(Collected data entries)
::::

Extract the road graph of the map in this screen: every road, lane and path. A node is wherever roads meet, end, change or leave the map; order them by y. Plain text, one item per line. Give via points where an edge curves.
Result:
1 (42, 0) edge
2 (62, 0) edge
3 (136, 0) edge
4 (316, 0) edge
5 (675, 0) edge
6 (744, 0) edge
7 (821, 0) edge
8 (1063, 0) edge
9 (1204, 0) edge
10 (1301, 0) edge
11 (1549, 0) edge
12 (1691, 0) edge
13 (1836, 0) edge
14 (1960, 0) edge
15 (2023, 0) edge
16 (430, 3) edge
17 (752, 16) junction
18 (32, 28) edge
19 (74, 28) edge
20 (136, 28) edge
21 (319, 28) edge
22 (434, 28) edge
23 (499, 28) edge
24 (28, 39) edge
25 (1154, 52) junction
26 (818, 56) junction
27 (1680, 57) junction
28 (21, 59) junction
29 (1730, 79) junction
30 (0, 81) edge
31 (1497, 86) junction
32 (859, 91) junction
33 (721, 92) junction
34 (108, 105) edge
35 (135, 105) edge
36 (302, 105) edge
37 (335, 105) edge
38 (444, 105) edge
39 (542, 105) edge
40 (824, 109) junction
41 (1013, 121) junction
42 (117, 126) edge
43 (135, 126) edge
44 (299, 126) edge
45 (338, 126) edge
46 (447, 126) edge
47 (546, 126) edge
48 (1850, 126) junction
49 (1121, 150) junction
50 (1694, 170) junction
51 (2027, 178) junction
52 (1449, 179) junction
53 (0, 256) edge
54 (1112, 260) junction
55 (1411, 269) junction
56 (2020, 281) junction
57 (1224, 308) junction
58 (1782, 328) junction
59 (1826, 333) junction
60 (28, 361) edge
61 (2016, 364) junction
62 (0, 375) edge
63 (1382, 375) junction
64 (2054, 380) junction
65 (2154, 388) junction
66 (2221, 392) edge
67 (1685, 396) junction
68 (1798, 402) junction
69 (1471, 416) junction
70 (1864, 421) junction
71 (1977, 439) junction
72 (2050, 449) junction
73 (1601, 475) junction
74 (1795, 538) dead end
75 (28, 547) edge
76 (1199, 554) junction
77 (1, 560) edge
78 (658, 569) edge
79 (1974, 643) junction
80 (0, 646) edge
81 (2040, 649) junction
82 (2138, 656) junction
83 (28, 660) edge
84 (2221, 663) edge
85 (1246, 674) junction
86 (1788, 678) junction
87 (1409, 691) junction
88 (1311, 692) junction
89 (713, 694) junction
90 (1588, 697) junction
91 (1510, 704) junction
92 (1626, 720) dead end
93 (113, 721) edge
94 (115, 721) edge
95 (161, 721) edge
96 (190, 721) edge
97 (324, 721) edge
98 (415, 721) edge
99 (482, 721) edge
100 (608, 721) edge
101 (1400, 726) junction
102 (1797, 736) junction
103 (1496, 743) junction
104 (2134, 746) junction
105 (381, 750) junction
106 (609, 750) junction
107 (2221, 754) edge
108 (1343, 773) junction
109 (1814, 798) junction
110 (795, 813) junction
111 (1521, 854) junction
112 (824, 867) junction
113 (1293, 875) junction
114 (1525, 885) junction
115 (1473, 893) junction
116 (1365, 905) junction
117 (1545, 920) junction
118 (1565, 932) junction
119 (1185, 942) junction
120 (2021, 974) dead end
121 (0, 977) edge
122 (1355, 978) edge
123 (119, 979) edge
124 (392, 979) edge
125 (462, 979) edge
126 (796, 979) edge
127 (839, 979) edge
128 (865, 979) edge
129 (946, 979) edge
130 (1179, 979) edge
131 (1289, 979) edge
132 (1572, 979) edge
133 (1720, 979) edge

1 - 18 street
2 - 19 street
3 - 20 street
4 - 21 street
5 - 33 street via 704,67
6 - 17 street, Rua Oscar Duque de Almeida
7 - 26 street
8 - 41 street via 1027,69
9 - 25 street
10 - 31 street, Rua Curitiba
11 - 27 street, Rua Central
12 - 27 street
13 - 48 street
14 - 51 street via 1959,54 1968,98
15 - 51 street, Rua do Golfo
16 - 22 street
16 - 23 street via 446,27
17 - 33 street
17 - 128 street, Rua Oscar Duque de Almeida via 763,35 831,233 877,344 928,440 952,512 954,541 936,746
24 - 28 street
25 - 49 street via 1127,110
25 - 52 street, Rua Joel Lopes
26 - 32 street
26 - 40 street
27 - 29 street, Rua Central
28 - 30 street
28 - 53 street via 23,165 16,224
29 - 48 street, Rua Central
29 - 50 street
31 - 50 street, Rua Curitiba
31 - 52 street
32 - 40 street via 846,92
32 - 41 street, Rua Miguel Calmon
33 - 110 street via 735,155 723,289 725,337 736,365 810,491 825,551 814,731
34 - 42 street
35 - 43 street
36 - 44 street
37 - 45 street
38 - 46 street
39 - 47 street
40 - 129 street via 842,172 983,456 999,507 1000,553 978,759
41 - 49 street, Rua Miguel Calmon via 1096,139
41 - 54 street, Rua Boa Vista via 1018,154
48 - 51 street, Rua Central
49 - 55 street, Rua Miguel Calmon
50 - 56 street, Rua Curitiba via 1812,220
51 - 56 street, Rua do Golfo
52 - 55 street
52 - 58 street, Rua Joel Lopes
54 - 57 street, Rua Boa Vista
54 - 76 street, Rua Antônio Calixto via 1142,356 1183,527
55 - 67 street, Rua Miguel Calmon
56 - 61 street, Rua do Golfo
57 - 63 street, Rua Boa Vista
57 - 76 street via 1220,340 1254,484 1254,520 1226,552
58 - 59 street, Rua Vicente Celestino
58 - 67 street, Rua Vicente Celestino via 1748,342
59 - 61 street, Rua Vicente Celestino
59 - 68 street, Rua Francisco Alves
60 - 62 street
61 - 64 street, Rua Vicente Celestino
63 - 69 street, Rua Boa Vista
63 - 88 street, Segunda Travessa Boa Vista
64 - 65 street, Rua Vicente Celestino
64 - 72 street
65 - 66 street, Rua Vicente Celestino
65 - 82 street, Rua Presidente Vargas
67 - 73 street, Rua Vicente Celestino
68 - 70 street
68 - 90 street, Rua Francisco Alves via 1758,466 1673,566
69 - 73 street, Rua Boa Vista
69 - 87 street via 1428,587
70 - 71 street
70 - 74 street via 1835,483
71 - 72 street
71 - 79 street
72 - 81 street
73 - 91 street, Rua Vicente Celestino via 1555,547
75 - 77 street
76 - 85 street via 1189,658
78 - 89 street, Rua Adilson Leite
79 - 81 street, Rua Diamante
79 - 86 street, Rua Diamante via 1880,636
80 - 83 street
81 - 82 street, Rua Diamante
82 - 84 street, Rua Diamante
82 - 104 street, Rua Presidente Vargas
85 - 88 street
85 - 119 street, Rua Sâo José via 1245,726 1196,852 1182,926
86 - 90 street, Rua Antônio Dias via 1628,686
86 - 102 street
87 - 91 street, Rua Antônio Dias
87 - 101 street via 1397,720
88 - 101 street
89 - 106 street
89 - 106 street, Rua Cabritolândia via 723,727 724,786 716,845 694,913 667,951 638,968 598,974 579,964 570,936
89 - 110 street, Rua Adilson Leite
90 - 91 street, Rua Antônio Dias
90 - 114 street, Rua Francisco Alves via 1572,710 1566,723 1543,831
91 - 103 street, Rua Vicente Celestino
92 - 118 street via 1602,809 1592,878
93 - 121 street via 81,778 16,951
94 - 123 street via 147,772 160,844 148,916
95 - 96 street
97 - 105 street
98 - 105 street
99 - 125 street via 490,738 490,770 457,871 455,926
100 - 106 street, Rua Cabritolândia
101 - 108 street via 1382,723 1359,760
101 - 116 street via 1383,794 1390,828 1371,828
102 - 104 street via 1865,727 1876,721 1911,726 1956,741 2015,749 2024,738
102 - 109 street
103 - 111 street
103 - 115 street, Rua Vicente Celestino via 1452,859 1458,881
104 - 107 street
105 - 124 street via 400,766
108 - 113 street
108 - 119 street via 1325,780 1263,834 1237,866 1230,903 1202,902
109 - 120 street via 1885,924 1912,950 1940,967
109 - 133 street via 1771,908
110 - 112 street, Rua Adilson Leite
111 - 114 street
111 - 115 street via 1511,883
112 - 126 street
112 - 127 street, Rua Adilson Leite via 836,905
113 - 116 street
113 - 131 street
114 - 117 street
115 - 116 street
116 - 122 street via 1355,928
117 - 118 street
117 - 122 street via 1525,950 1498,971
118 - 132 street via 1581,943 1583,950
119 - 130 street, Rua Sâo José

::::

• _Task description_: Filter the entries above and keep only the lines with the word "Antônio".

• _Answer box_:
54 - 76 street, Rua Antônio Calixto via 1142,356 1183,527
86 - 90 street, Rua Antônio Dias via 1628,686
87 - 91 street, Rua Antônio Dias
90 - 91 street, Rua Antônio Dias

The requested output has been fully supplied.